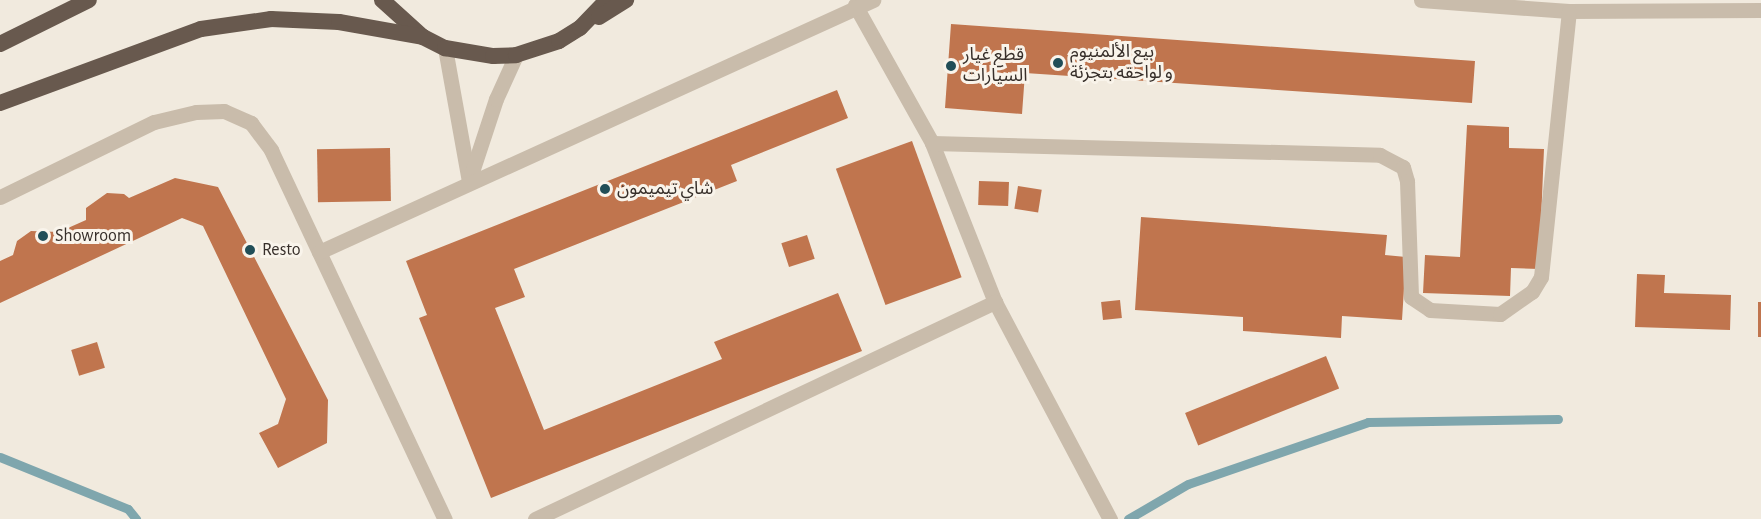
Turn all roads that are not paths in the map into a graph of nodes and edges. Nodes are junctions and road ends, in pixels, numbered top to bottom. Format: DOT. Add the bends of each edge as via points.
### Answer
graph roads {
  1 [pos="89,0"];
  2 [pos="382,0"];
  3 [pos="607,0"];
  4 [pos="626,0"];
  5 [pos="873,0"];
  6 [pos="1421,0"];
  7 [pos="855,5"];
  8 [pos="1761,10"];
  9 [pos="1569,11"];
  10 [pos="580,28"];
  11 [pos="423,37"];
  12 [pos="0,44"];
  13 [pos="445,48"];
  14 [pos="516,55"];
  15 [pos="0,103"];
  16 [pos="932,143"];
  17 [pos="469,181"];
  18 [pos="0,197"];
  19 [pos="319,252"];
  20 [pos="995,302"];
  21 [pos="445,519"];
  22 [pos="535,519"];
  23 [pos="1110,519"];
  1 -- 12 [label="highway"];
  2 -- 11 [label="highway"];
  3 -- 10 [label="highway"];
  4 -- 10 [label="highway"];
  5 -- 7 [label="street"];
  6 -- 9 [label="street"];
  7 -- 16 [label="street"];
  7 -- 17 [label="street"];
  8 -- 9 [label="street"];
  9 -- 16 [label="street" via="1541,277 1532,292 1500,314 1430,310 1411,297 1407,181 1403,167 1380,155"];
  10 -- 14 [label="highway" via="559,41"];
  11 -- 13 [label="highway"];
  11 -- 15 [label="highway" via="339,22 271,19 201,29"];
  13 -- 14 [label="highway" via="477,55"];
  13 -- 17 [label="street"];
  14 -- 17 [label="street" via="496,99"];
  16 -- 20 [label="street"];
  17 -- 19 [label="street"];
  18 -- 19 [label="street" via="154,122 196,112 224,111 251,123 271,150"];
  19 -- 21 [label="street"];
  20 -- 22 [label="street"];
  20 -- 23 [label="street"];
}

==

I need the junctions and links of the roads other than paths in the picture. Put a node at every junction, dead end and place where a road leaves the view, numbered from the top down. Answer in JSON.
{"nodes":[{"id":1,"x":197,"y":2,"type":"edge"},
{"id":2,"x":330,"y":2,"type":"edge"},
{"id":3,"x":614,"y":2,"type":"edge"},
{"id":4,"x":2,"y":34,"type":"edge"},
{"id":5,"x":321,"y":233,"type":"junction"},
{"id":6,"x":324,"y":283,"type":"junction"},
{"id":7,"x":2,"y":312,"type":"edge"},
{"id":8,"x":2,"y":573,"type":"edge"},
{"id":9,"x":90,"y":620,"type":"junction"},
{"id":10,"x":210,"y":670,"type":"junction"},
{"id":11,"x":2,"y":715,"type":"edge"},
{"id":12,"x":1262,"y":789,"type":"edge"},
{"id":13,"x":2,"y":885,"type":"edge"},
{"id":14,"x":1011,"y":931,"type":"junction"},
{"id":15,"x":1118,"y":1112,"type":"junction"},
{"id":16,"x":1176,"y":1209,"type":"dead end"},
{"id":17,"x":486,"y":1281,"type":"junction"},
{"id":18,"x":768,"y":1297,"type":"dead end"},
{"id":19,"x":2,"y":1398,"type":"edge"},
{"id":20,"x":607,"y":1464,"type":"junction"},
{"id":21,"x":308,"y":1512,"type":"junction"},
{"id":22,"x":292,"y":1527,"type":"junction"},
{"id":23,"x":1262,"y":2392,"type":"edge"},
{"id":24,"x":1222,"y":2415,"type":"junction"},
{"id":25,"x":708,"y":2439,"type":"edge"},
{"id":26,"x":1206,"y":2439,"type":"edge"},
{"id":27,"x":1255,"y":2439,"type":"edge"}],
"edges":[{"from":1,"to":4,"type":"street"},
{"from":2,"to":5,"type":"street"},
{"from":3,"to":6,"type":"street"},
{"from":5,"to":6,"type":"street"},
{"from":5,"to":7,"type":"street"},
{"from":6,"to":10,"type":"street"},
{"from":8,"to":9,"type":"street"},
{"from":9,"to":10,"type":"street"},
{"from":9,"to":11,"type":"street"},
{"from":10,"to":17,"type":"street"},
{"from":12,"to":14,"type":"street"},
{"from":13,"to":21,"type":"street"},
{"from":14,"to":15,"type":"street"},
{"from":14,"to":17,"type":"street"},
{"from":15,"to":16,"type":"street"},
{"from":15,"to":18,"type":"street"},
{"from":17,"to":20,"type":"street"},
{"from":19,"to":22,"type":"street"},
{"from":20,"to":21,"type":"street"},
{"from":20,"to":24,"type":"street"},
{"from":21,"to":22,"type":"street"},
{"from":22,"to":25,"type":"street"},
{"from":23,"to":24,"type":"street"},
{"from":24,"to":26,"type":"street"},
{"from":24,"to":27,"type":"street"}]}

§ Required work: Looking at the data, how many lines hold the string "roads"? Reply with the number alone.

§ Output for this exercise: 3